The group of minority stockholders led by Victor Africa and Erlinda Bildner (daughter of Potenciano Ilusorio), having lost in the board elections, called their own elections and elected themselves officers of POTC and Philcomsat. Cases were filed in different courts (including the lower courts, the Sandiganbayan, the Court of Appeals and even the Supreme Court), and then in 2002, the Africa-Bildner group forcibly took over the POTC and Philcomsat offices and barred the PCGG’s nominees from entering the premises.

So now POTC and Philcomsat have two board of directors and two set of officers. The PCGG, according to Commissioner Abcede, had repeatedly demanded the Africa-Bildner group to allow them to conduct an audit since the group has had physical control of the two companies since 2002. The last audit the PCGG had of the two firms was in 2001. And at that time, POTC and Philcomsat had hundreds of millions of pesos in cash and assets.

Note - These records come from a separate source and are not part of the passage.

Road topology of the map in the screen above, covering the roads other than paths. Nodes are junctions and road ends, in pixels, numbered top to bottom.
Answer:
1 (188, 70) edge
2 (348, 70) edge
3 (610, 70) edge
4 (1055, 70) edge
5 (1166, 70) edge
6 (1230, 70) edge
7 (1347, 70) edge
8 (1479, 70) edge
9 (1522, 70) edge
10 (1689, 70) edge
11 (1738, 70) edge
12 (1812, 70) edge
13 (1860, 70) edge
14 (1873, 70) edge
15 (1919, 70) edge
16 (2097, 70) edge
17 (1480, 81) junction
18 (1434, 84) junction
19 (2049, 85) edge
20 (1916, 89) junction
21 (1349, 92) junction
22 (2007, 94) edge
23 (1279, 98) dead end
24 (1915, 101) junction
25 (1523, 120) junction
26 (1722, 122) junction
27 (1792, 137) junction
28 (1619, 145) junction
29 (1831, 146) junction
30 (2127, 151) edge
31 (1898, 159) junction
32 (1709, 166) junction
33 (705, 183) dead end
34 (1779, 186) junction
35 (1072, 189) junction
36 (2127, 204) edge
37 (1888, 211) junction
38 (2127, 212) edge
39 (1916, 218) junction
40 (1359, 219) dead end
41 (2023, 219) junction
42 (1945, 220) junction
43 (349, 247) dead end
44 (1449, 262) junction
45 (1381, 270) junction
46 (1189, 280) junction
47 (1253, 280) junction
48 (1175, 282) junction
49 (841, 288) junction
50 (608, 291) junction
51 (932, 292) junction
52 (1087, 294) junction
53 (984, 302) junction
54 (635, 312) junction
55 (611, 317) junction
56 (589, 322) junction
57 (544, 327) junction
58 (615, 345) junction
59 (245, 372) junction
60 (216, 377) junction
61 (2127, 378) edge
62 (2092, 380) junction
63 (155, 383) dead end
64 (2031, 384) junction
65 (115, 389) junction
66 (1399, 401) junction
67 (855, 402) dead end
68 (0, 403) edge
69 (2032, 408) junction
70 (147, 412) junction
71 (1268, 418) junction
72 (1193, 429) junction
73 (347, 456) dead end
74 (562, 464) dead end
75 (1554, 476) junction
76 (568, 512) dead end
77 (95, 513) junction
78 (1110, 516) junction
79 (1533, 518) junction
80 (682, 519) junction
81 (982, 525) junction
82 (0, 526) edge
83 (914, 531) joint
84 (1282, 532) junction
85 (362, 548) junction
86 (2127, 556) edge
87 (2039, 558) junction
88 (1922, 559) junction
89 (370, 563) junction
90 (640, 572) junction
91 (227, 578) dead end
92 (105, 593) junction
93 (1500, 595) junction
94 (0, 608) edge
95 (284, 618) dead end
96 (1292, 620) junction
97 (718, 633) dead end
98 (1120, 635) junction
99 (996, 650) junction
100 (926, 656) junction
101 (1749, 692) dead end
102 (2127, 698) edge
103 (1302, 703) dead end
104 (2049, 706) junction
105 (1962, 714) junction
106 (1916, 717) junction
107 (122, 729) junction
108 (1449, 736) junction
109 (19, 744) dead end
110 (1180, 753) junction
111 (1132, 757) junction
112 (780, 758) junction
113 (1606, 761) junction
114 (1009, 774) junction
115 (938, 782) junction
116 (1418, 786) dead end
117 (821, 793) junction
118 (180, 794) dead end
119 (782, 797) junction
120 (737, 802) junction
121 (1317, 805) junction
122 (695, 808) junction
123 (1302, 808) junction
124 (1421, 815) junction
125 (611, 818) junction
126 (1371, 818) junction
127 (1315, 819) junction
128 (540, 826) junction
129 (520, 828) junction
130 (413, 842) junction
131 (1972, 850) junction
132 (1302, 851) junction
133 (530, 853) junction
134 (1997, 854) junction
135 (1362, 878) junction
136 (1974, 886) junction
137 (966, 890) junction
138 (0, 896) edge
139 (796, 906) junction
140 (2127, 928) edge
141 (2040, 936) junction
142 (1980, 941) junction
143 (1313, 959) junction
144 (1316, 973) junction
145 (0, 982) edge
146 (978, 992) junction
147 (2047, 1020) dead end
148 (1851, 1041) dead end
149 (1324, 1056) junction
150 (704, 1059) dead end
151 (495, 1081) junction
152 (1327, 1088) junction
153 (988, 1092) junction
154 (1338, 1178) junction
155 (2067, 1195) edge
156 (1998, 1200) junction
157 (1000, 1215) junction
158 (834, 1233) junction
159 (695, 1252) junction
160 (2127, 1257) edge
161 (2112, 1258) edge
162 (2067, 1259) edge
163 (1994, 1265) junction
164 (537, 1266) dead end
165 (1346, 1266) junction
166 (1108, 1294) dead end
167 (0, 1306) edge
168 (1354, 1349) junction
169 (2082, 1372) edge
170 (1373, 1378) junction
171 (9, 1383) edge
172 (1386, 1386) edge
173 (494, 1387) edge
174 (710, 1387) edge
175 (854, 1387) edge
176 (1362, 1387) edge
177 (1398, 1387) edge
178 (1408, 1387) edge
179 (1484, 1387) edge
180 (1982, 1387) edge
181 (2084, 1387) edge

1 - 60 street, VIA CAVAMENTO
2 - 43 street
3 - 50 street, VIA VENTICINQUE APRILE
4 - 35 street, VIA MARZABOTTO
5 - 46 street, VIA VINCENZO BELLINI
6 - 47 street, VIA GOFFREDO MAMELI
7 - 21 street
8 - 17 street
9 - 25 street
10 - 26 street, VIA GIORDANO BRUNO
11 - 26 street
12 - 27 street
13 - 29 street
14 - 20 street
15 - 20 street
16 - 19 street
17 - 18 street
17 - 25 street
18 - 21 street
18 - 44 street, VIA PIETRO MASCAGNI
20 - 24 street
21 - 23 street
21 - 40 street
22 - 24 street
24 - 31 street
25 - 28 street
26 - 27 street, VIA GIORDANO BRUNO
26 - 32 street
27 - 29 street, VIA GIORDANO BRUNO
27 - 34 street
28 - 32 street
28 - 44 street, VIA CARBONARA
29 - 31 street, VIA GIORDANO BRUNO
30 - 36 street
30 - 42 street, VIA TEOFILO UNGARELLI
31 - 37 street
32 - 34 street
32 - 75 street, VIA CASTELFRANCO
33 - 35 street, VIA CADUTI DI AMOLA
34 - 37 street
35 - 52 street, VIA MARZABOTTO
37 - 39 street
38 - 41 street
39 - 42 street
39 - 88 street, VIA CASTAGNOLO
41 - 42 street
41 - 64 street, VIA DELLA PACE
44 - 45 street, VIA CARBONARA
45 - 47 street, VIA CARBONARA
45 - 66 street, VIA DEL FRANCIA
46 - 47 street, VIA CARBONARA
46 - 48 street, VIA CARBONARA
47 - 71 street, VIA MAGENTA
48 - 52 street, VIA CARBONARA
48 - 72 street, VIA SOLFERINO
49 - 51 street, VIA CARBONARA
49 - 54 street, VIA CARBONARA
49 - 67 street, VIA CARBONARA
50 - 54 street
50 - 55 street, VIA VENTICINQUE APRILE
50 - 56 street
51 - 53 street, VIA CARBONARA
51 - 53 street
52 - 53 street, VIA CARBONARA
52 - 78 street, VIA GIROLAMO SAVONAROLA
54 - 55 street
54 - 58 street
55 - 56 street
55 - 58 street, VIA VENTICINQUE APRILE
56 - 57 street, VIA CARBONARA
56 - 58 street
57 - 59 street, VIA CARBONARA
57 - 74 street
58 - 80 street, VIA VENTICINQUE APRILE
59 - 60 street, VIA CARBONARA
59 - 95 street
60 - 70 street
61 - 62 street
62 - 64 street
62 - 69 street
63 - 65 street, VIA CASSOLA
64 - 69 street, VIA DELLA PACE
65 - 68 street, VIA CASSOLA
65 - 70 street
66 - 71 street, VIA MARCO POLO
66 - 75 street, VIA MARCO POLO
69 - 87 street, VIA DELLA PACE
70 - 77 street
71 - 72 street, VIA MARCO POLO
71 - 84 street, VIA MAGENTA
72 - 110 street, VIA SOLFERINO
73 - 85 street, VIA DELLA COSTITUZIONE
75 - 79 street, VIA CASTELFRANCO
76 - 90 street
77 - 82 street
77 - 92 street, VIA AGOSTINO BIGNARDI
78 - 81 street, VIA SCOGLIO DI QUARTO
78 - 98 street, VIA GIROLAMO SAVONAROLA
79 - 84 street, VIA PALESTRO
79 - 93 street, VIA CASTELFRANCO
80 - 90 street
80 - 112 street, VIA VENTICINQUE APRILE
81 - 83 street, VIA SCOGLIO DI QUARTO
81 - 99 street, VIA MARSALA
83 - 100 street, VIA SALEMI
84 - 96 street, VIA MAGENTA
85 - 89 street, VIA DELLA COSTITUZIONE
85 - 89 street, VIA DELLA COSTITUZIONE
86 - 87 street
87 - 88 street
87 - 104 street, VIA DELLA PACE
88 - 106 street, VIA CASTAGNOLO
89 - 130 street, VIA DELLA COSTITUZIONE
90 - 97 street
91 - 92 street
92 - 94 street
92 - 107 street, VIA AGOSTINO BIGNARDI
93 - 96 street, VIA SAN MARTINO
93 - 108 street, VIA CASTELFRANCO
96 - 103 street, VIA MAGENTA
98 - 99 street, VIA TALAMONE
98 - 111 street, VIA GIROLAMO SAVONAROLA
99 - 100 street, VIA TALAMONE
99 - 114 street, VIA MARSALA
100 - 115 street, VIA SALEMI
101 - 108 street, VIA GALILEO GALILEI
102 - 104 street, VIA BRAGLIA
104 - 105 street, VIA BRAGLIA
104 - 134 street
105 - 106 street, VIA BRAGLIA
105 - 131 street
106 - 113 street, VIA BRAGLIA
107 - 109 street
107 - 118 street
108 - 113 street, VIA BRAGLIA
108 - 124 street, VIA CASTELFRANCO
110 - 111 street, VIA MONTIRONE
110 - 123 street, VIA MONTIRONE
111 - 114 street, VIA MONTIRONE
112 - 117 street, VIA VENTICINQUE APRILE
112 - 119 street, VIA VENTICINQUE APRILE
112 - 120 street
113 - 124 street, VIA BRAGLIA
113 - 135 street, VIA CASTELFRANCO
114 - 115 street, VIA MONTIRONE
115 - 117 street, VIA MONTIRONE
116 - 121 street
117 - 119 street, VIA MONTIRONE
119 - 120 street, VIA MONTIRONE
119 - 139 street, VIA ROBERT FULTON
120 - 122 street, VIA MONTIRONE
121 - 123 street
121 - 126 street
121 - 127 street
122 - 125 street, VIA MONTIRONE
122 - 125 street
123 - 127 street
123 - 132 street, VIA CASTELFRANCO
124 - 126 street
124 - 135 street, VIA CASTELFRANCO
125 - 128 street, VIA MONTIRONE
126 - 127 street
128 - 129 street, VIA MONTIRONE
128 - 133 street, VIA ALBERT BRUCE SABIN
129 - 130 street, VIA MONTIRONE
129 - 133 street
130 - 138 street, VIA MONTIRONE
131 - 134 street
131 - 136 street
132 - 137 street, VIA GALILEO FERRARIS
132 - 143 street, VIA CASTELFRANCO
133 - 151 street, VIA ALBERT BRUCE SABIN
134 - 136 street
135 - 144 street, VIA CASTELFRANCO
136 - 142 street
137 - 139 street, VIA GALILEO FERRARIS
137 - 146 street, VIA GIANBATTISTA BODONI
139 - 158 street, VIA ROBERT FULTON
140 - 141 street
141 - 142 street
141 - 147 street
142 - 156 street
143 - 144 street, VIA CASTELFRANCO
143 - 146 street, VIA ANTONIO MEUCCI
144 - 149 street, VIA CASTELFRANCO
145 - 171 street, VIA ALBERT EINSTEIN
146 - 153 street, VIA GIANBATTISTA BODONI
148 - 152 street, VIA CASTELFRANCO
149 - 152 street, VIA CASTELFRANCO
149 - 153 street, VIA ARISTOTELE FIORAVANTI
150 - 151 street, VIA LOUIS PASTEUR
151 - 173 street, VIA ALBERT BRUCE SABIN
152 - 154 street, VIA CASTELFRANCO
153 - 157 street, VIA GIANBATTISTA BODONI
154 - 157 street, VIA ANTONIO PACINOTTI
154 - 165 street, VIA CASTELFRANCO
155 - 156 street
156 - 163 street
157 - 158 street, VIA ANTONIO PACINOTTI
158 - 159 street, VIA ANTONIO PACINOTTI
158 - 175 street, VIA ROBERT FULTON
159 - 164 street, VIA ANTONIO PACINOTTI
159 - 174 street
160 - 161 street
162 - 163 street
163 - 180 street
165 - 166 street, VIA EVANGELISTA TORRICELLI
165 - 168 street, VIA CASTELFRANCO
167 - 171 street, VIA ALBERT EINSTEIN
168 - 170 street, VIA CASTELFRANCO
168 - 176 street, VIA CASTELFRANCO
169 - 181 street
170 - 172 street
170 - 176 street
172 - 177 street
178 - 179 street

So what’s the Senate’s real agenda if it be held true to its word that it wants to know, "in aid of legislation," just exactly how much assets sequestered companies still hold? After all, sequestered assets belong to the Filipino people.

It is puzzling that the Senate should just focus on PHC, a listed firm whose finances can readily be gleaned from stock exchange records. After all, the real dissipation of assets may be happening at this very moment at the two sequestered companies which the Senate seems to have overlooked.
Marketing award scams
The Department of Trade and Industry, itself a victim, has began its investigations into the so-called "marketing award" scams issue.

The Philippine Marketing Association or PMA, the country’s official marketing award-giving body, joined by the other "victims", has filed a formal complaint with the DTI legal division against the activities of a certain Manuel Oyson, the owner of the award-giving bodies, asking that a cease-and-desist order be issued and that the corresponding penalties be imposed.

Included in the complain are the Philippine Marketing Excellence Awards, National Shoppers Choice Awards, National Products Excellence Awards, Global Excellence in Marketing Awards (Symbol of Agora Excellence), Star Brand Awards, People’s Brand Awards, International Management Excellence Awards, and The National Consumers Quality Awards.

Sources disclose that the DTI, particularly Secretary Peter Favila, is sympathetic to the plight of the PMA considering that the trade department itself had to issue a public disclaimer, saying it had nothing to do with a certain Philippine Quality Awards for Business Excellence, said to be a brainchild of Oyson.

According to the DTI, the name of the awards is confusingly similar to the Philippine Quality Awards, a DTI-administered national quality award program established through Executive Order 448 in 1997 and institutionalized through Republic Act 9013, created to help local companies improve their productivity, service and product quality to gain a competitive edge and increase profits.

The PMA is also asking the House of Representatives, particularly the committee on trade and industry, to investigate this awards-for-sale scam. The association believes that Congress should regulate the activities of award-giving bodies, especially if it is proven that some groups are indeed misleading hapless individuals and companies, or at worse, giving out recognition for a price.